DESCRIPTION OF THE TASK >> Match on the string "dead" in the entries below and return every matching line.

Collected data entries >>
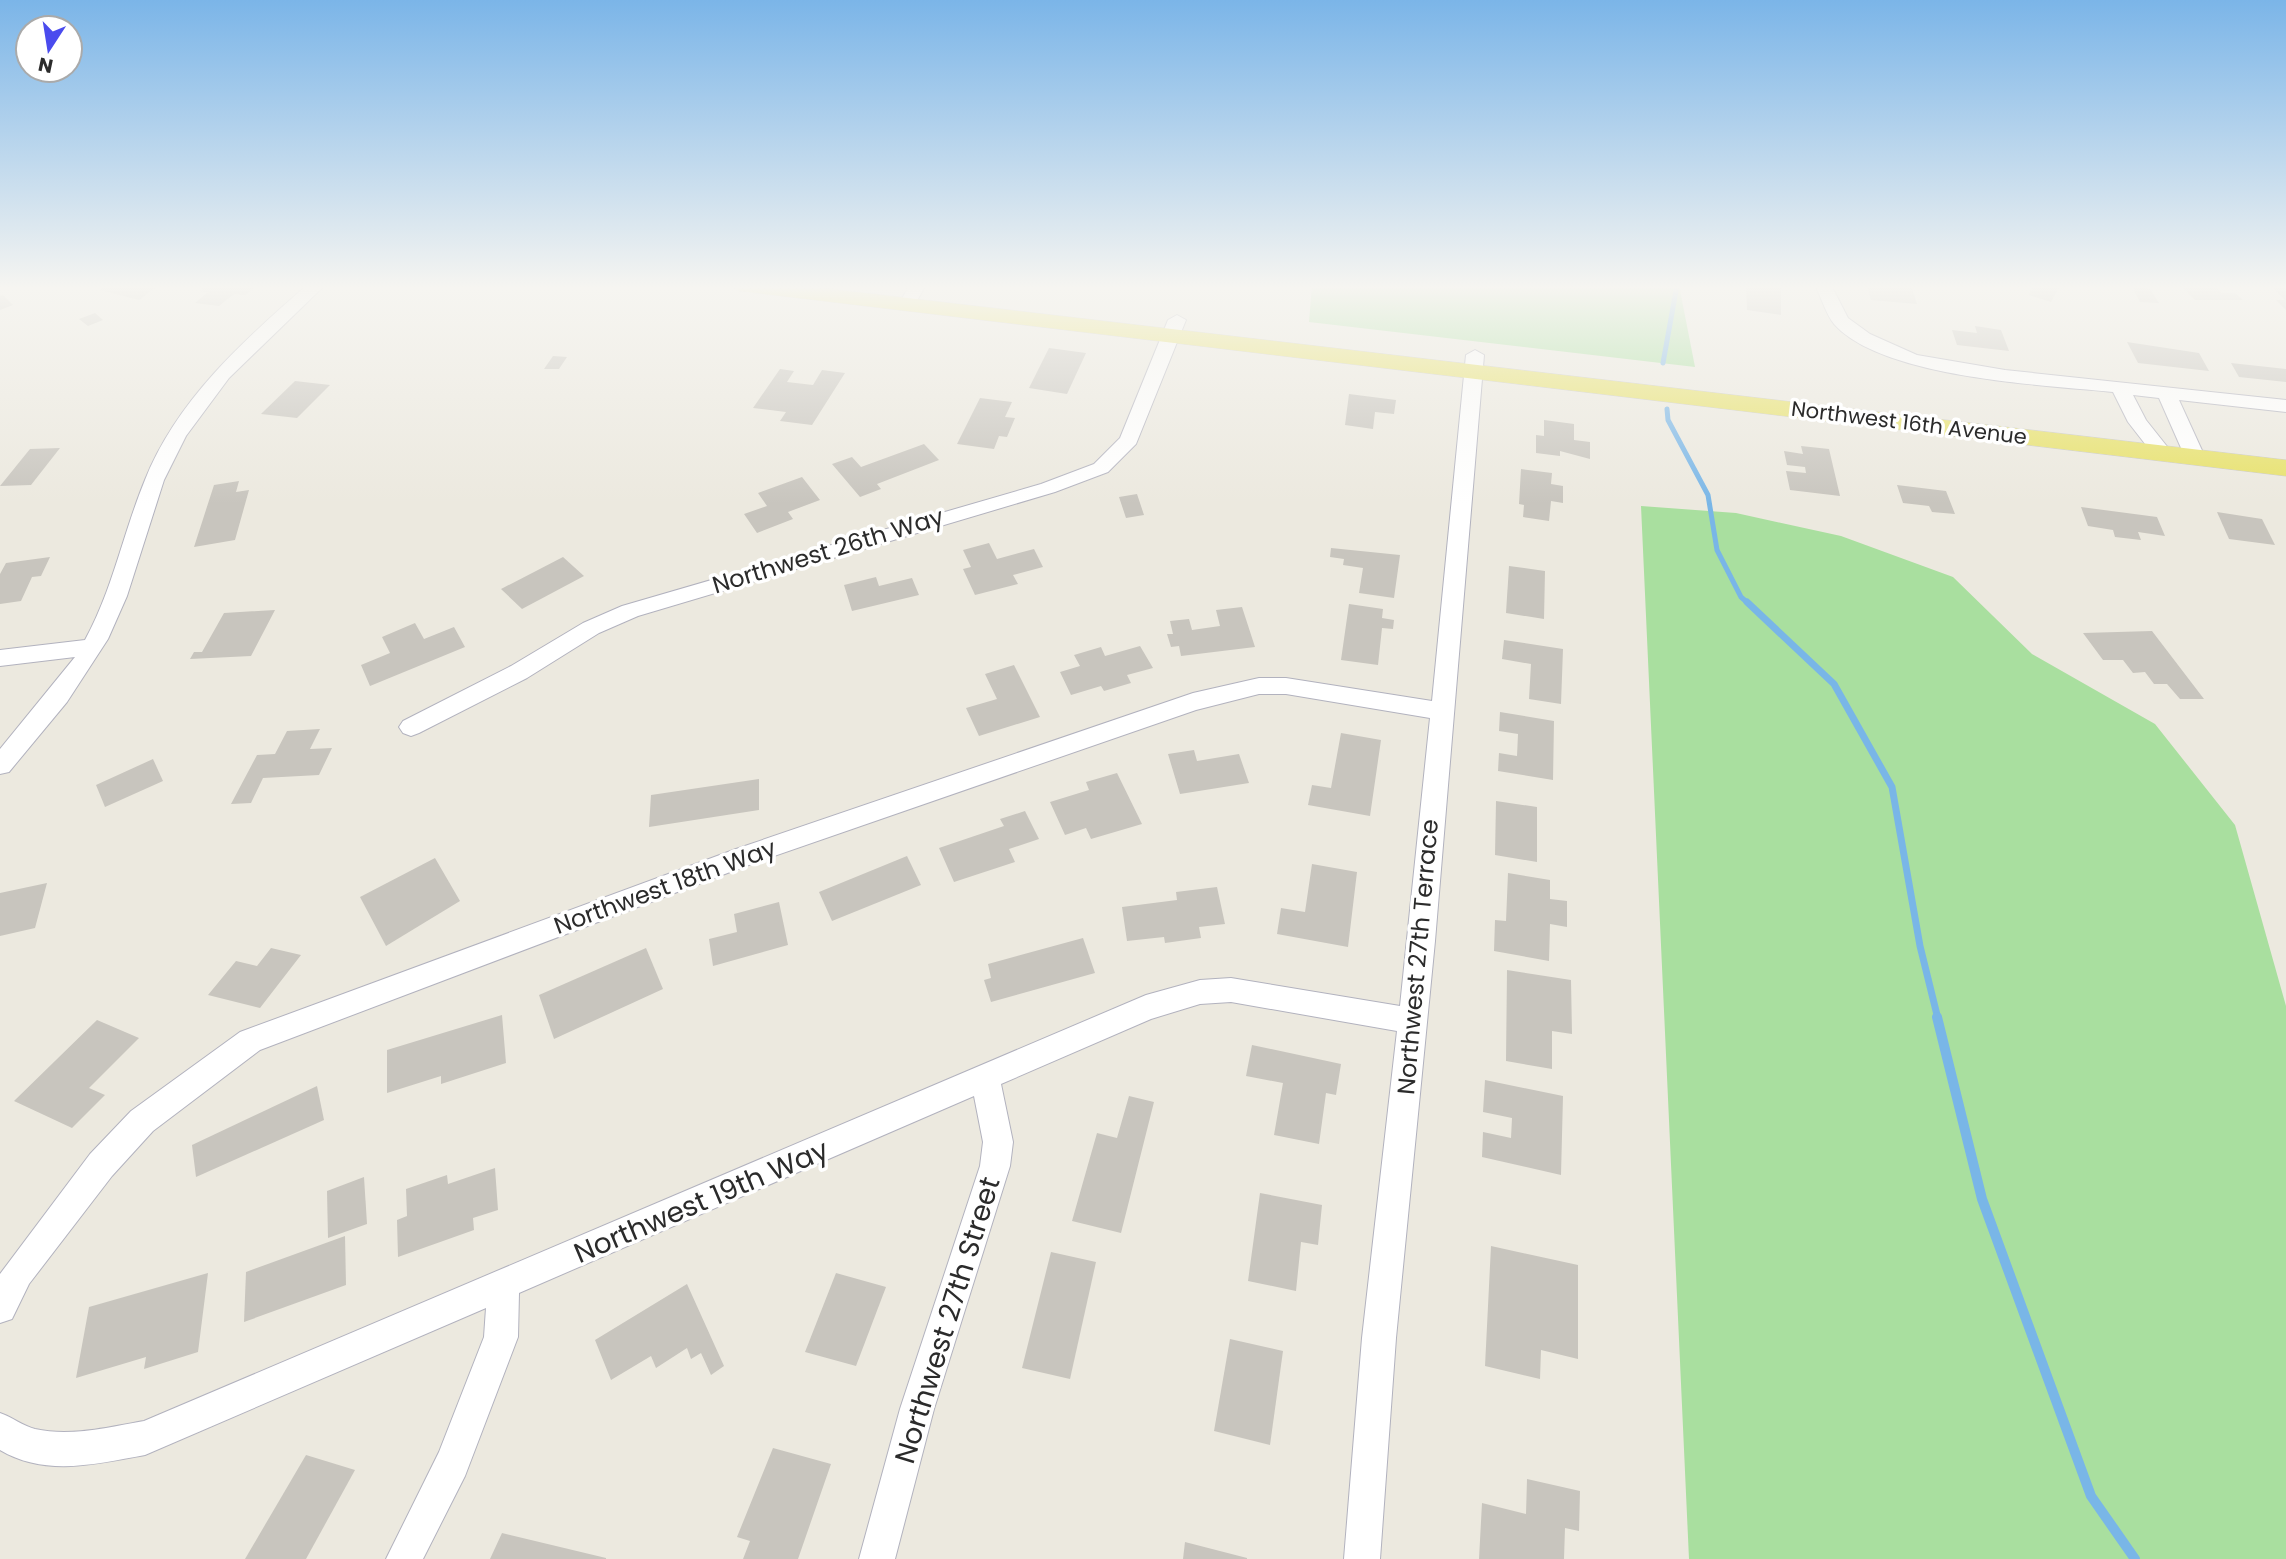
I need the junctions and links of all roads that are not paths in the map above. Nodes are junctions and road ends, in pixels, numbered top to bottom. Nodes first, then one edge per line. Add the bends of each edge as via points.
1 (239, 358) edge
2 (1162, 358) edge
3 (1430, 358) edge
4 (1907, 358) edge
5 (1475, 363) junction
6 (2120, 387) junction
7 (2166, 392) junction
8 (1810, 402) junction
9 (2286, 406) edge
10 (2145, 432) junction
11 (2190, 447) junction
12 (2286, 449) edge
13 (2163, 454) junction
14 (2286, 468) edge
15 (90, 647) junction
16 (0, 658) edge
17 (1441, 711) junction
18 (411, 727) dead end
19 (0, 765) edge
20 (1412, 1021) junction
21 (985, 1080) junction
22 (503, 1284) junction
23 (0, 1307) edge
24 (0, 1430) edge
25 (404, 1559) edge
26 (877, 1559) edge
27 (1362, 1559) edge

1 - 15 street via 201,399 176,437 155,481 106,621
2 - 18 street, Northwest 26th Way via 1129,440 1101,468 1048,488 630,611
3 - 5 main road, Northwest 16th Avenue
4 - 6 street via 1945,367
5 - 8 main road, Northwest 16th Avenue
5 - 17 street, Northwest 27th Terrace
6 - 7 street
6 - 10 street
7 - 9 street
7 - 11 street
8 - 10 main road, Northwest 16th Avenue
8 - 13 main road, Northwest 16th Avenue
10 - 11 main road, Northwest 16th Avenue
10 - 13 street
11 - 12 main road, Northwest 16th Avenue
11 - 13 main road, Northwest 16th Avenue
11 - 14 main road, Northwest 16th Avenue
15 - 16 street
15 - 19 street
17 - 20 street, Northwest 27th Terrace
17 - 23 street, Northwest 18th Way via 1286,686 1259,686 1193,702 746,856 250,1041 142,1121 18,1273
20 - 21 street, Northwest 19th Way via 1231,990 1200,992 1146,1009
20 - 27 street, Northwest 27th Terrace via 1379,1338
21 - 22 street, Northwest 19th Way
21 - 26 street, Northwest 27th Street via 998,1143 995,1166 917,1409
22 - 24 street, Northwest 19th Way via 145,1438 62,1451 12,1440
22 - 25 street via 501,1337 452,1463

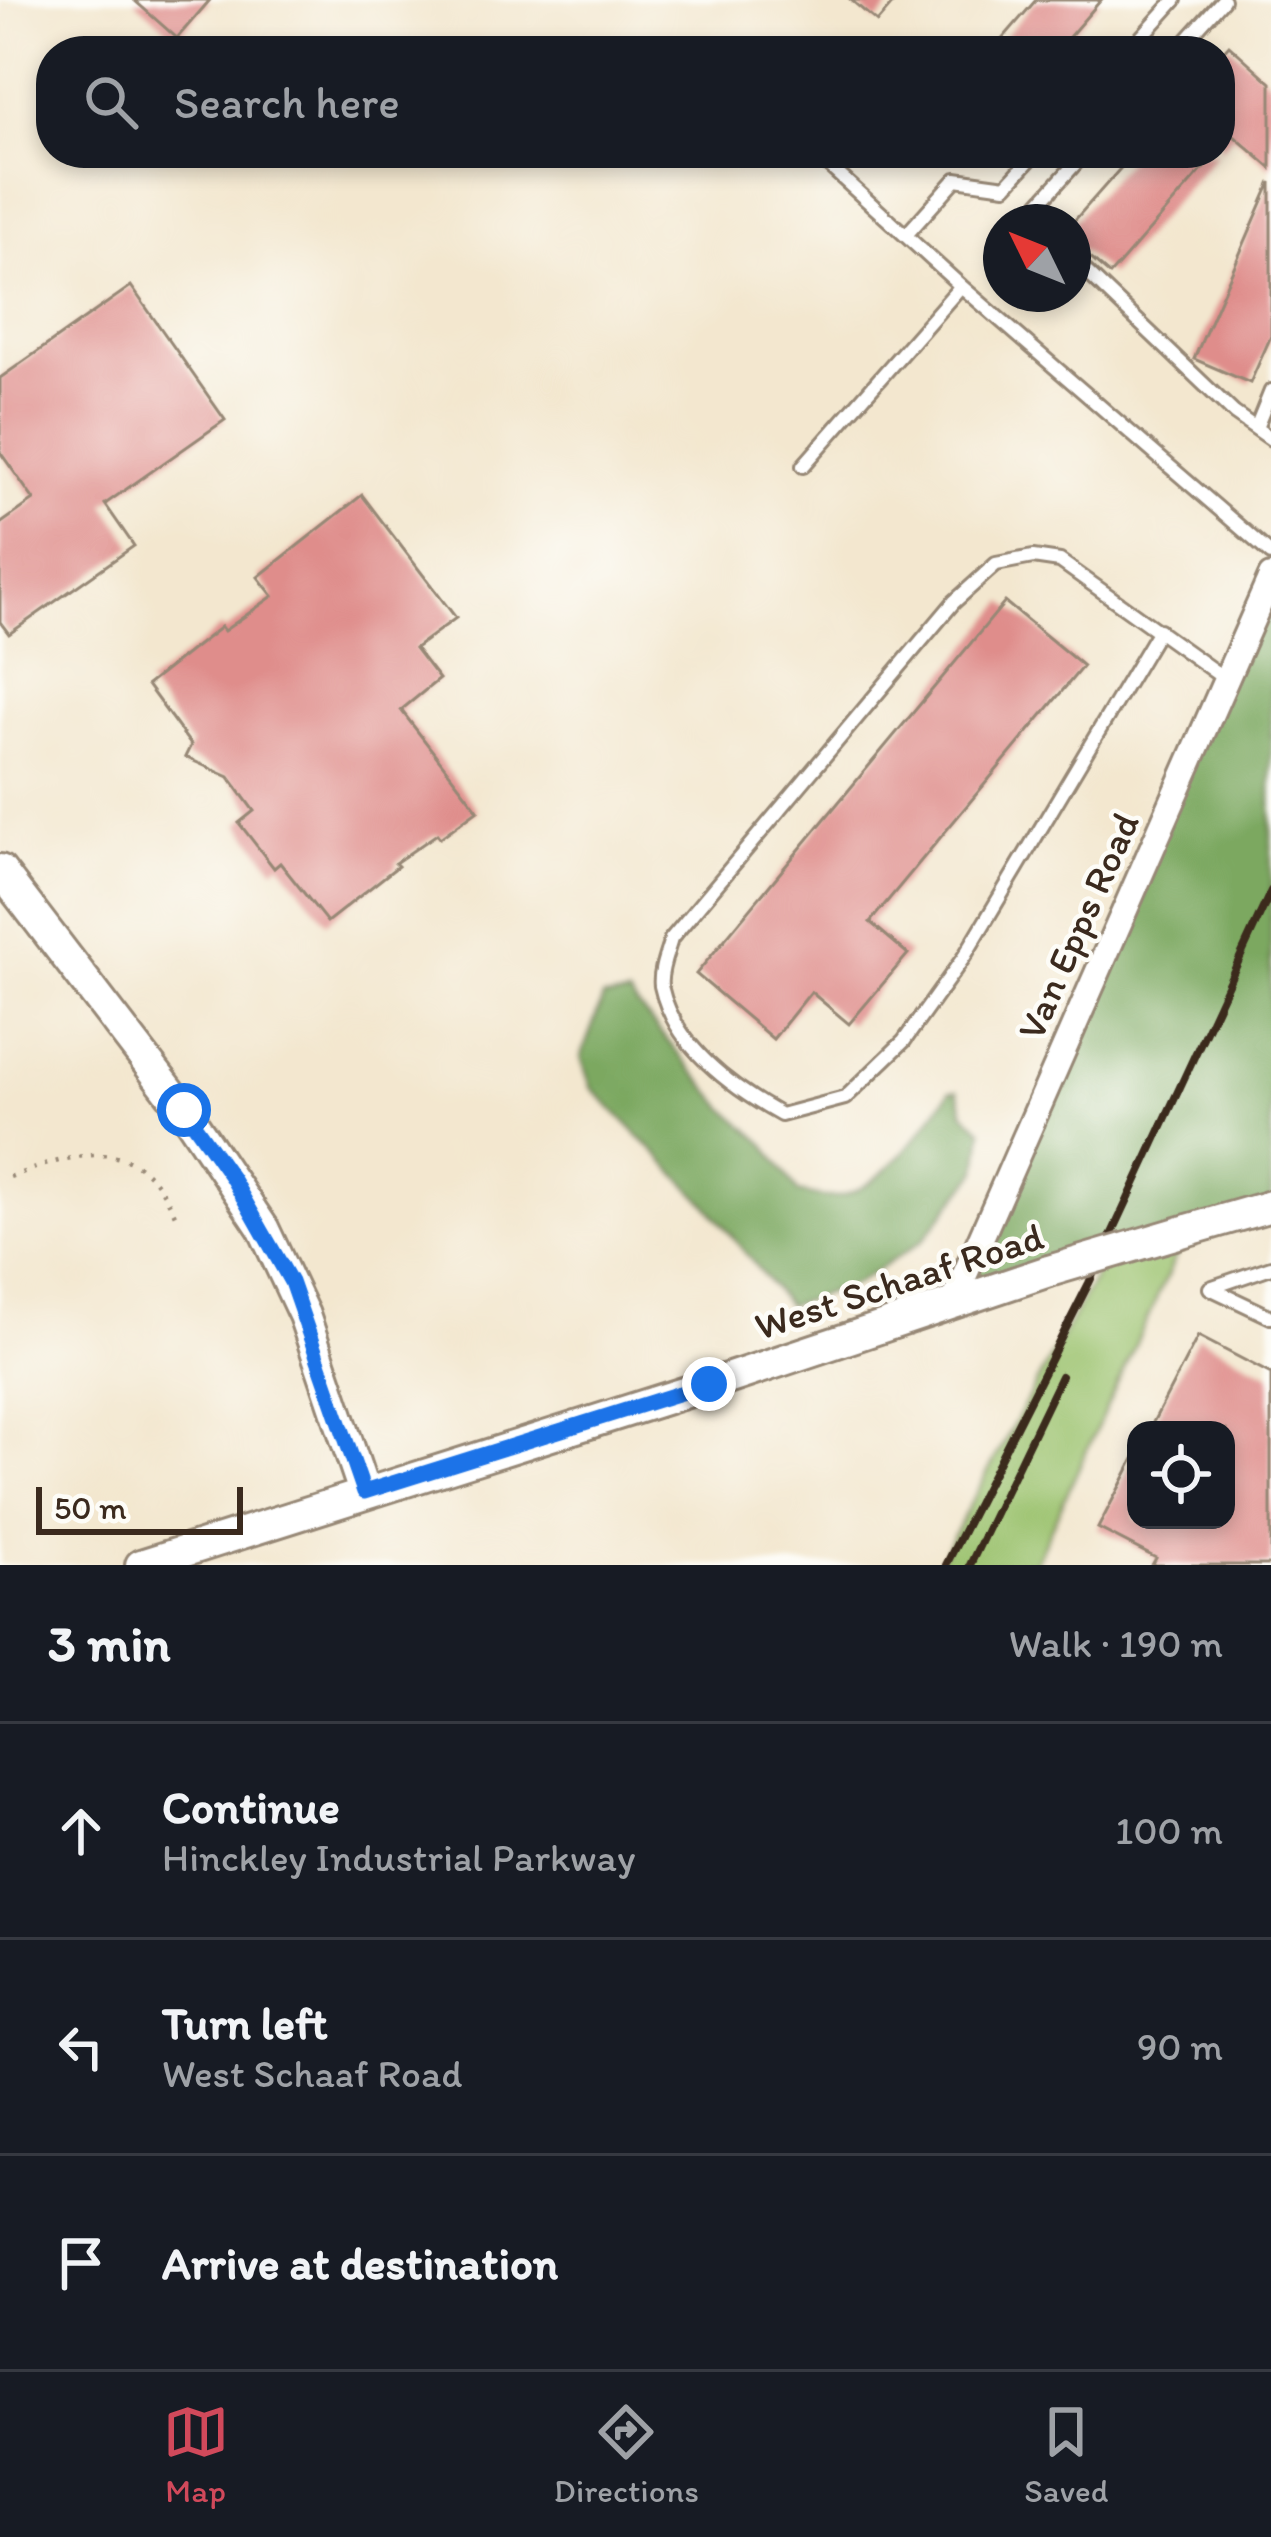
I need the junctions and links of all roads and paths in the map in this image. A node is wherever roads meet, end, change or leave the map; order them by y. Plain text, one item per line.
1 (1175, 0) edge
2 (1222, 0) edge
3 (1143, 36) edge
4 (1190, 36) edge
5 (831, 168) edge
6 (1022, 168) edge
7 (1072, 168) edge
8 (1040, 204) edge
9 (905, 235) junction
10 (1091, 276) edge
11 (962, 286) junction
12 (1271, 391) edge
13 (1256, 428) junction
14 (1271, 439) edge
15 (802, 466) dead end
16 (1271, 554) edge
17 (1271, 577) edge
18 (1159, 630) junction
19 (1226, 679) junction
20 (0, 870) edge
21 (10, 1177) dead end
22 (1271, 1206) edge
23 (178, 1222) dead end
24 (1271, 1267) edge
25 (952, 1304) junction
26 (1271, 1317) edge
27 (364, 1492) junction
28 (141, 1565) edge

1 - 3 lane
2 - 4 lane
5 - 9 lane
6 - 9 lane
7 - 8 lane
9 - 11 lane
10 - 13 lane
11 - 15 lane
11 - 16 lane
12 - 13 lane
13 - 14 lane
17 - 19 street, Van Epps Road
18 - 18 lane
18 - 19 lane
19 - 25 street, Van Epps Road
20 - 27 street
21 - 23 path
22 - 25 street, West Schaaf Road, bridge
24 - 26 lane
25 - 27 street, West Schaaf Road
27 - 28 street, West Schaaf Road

RESULT OF THIS EXERCISE >>
18 (411, 727) dead end
15 (802, 466) dead end
21 (10, 1177) dead end
23 (178, 1222) dead end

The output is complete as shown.